Even disruptive organizations such as Netflix, Airbnb and Uber have raised the bar on customer experience. Although they are not retailers in the traditional sense, they are giving customers more control over their experiences, and are fueling their desire for personalized anytime, anywhere service.
As a result, retailers are tasked to create more seamless, relevant and tailored experiences, while tackling their own internal health challenges. For example, they are tasked to improve internal collaboration, optimize omnichannel operations and accelerate growth, all while pleasing their boards of directors.
Its time to take the temperature of today’s market and see how retailers are keeping pace with these new industry trends and business imperatives.
The retail / retailers are needed to address a wide array of hot buttons..
With all of these different elements at play — and new touch points constantly emerging — retailers need to ensure their businesses are running like well-oiled machines. To do so, they are collaborating across different business units on a weekly, or even daily basis. By breaking down these business boundaries, retailers are trying to get a better view of their strategies and tech investments and, in the end, make smarter decisions that lead to more delightful shopping experiences.
Retailers are thinking beyond store count to reach growth objectives
Bulk of the retailers projected growth between 10% and 50%. As a result, their top organizational priorities have revolved around supporting their corporate business goals and initiatives. That doesn’t mean retailers’ journey to growth and business success has been easy. In fact, 56% of retailers said their top organizational priority was better managing financial challenges.
Rather than spending more time and manpower on increasing their store count, most retailers realize they need to make smarter, more strategic decisions around optimizing their omnichannel experiences and operations.
Walmart, the world’s largest retailer, is streamlining its brick-and-mortar operations and reallocating resources towards e-Commerce and omnichannel practices. Shortly after CEO Doug McMillon said the company would review global operations and close underperforming stores, Walmart representatives revealed that the retailer would be shuttering its Walmart Express format, as well as 269 stores around the world.
Legendary department store chain Macy’s is also making changes to its business. Due to poor financial results in 2015, the retailer is closing 40 locations — 36 of which will be closed in early spring 2016. However, Macy’s representatives say the closures will lead to significant cost savings, allowing the retailer to further invest in omnichannel capabilities for both Macy’s and Bloomingdale’s.
Even Amazon has increased its fulfillment center count and experimented with different store formats to place a stake in omnichannel ground. For example, Amazon opened a pick-up and drop-off location on the campus of Purdue University in West Lafayette, Indiana. In the store, students can order textbooks, laptops and even groceries. The online giant has also opened a bookstore at University Village in Seattle, Washington. Although Amazon has kept mum,reports point to new job listings for Amazon Books, the division responsible for the Seattle location, which means more store locations may be on the way.
These developments confirm the store is not going away. If anything, retailers realize that to be successful, they need both a store network as well as a strong online presence. Omnichannel, or bricks-and-clicks, is the new reality, and retailers cannot meet their growth objectives unless they do business across all channels.

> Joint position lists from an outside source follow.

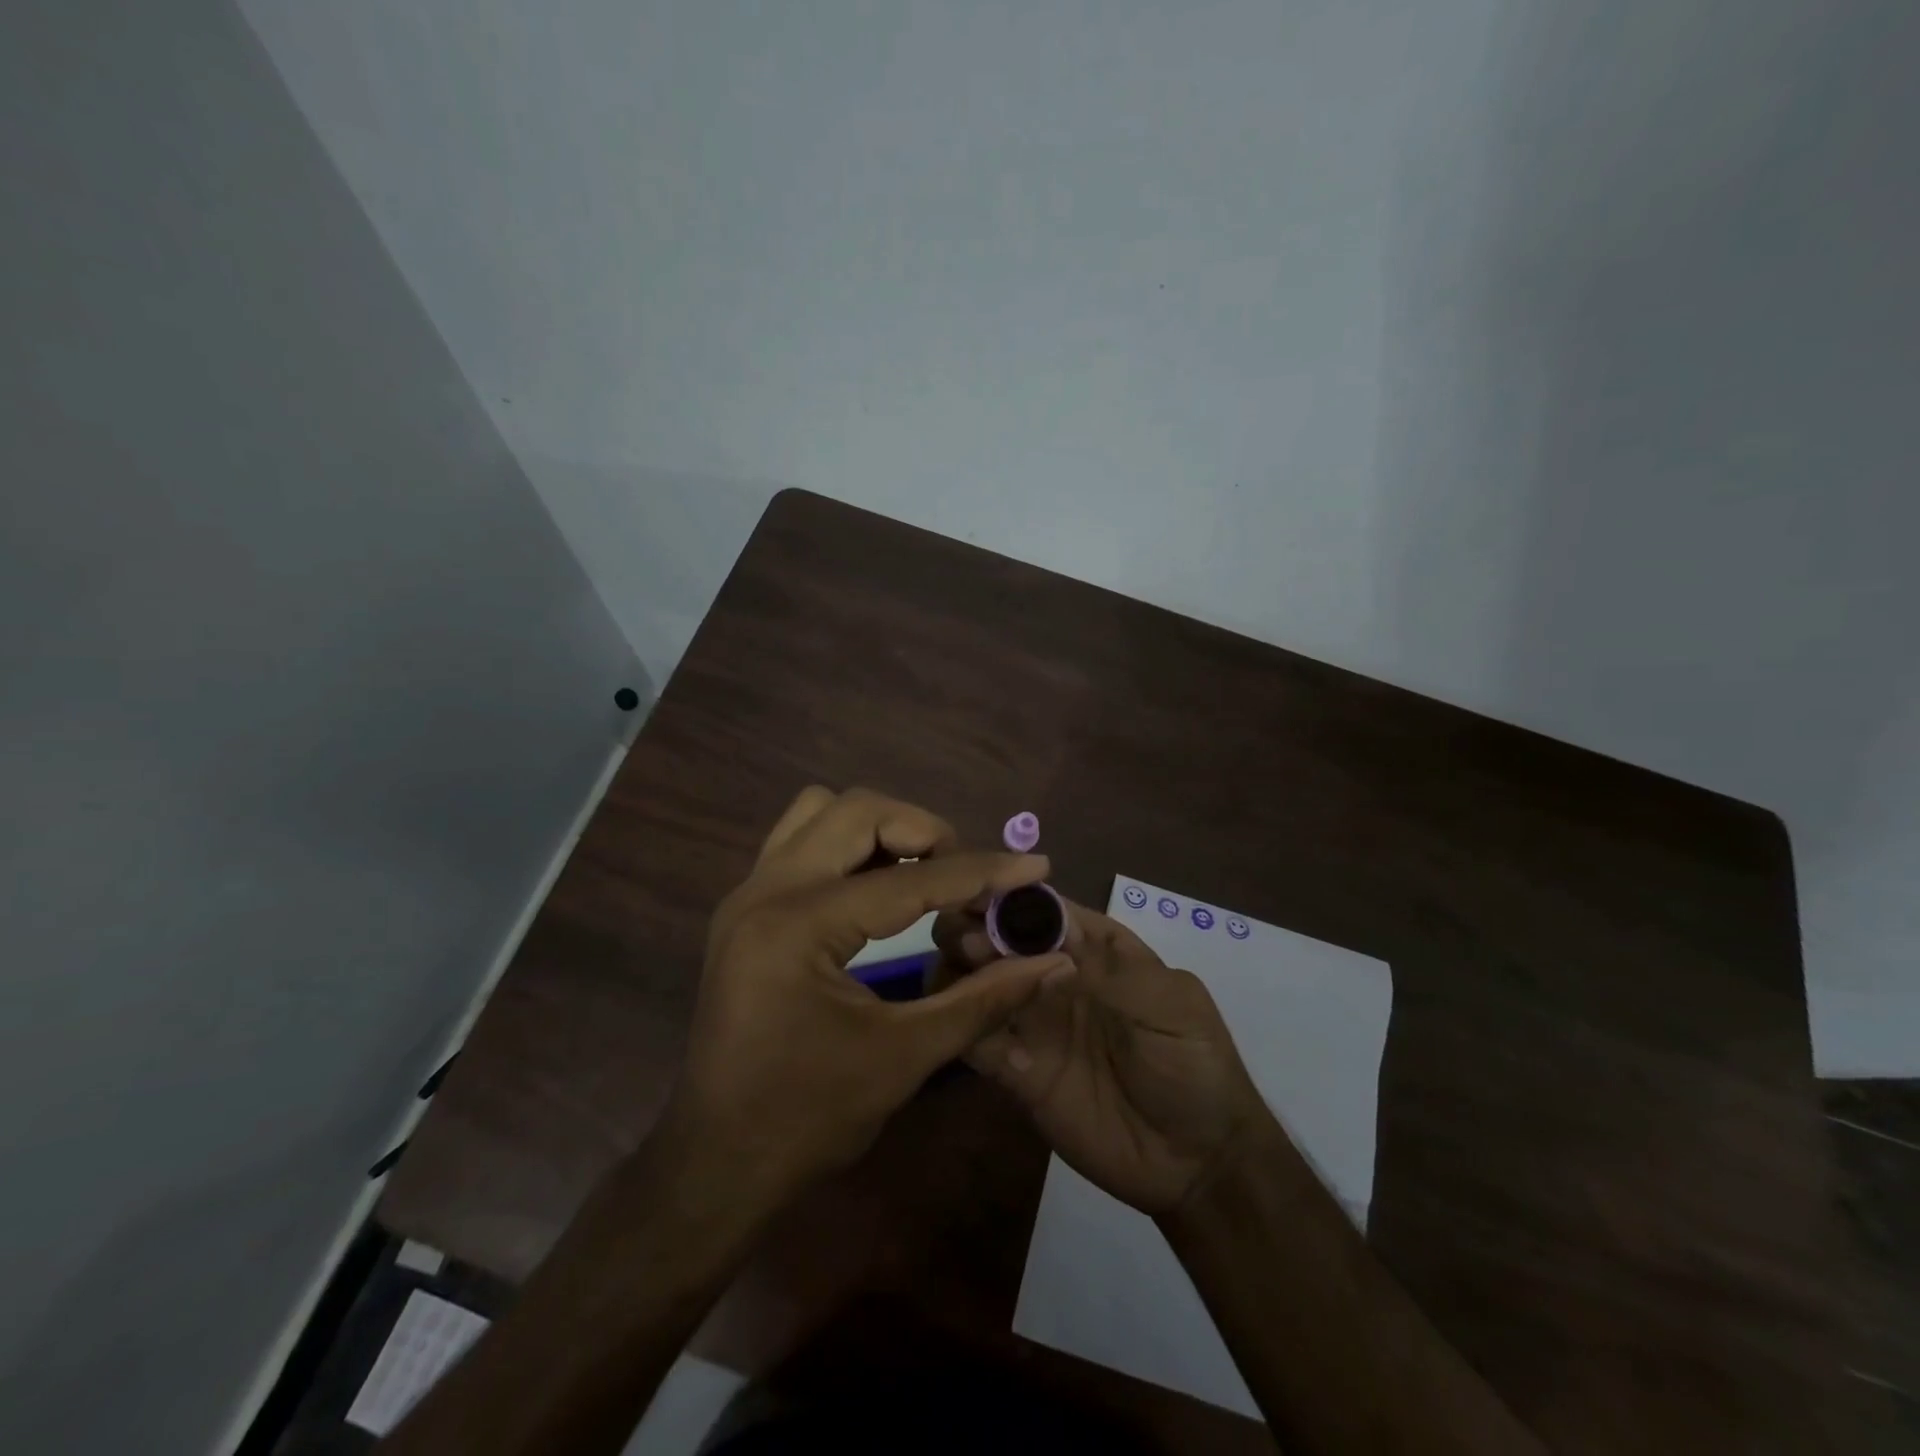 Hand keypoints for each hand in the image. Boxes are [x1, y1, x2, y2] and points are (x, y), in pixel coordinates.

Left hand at [667, 787, 1074, 1201]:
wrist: (717, 1162)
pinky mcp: (745, 907)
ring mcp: (748, 893)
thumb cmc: (808, 1119)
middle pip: (858, 811)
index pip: (909, 879)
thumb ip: (984, 999)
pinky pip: (801, 840)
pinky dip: (848, 846)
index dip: (981, 872)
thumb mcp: (905, 1056)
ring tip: (920, 874)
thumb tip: (1054, 963)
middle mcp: (767, 890)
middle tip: (965, 877)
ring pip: (821, 811)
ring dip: (879, 829)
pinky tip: (877, 889)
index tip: (1035, 868)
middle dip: (923, 832)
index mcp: (800, 925)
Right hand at [933, 901, 1268, 1214]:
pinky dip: (962, 1027)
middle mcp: (1051, 975)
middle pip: (996, 938)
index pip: (1041, 908)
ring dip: (960, 974)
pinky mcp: (1015, 1071)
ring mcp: (1031, 1022)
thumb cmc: (1195, 1064)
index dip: (1008, 897)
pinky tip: (969, 1031)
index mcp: (1092, 947)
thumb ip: (1108, 967)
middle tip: (970, 945)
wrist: (1198, 1162)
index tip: (979, 897)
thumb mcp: (1169, 1004)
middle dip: (974, 930)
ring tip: (966, 985)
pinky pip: (975, 1040)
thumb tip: (1048, 921)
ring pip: (975, 983) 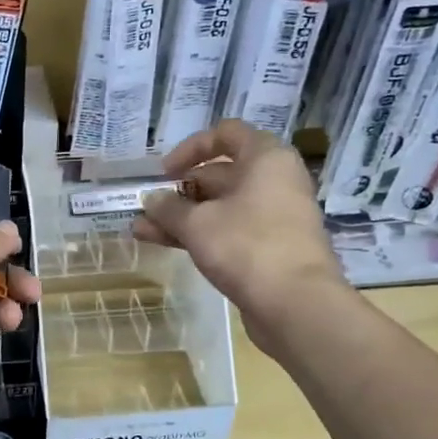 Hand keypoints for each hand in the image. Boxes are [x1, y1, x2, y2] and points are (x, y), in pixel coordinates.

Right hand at [133, 120, 344, 345]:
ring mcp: (273, 217)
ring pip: (220, 207)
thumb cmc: (247, 246)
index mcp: (266, 159)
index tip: (164, 172)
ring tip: (141, 229)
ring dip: (181, 216)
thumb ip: (169, 208)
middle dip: (179, 190)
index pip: (226, 134)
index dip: (191, 148)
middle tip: (147, 206)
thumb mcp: (197, 223)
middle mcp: (274, 181)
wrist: (295, 304)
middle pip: (220, 174)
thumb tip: (151, 200)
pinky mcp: (269, 248)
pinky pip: (228, 231)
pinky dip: (199, 235)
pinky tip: (162, 244) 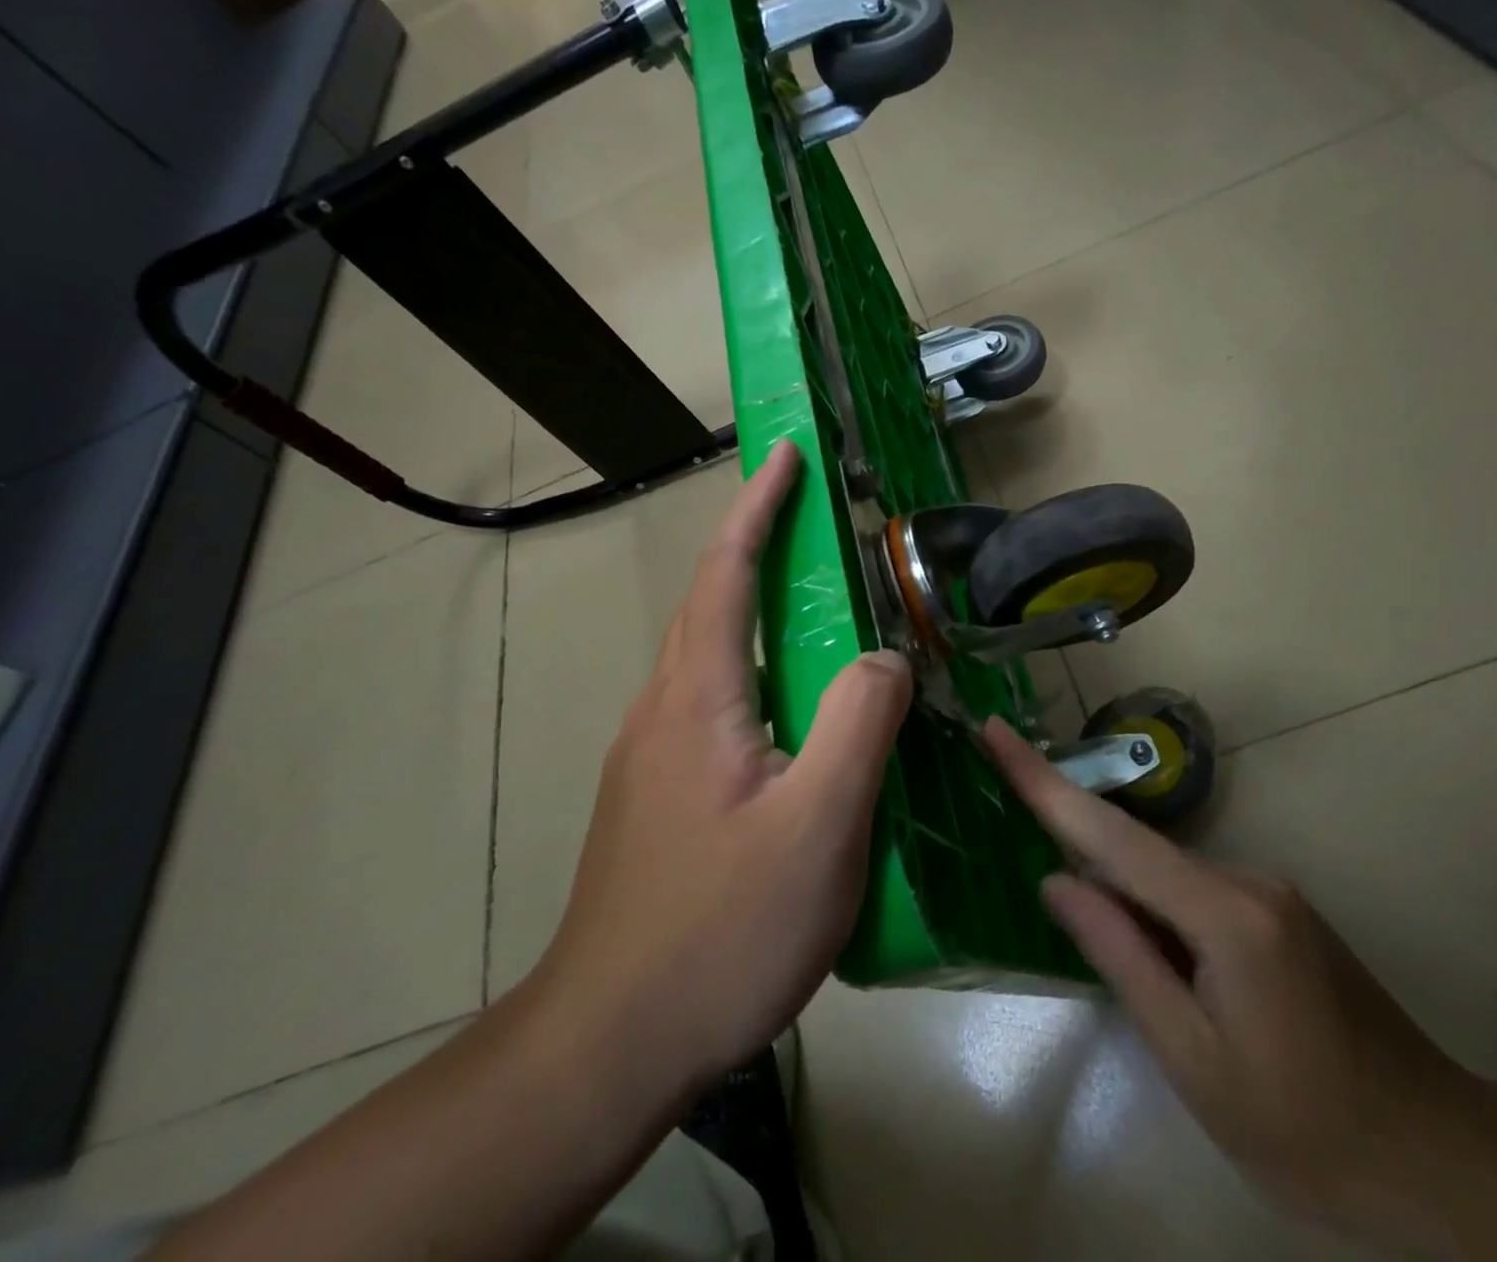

Retailers’ desire to make smarter omnichannel business decisions aligns with our survey results. While only 24% of retailers said they opened stores in new markets over the past year, nearly twice as many (41%) said they launched e-Commerce sites in new global markets. Launching internal e-Commerce sites is a powerful mechanism to expand into new markets, connect with global shoppers and increase brand awareness with minimal investment. Retailers can use performance data from these web sites to understand their impact on a global scale and refine their omnichannel strategies accordingly.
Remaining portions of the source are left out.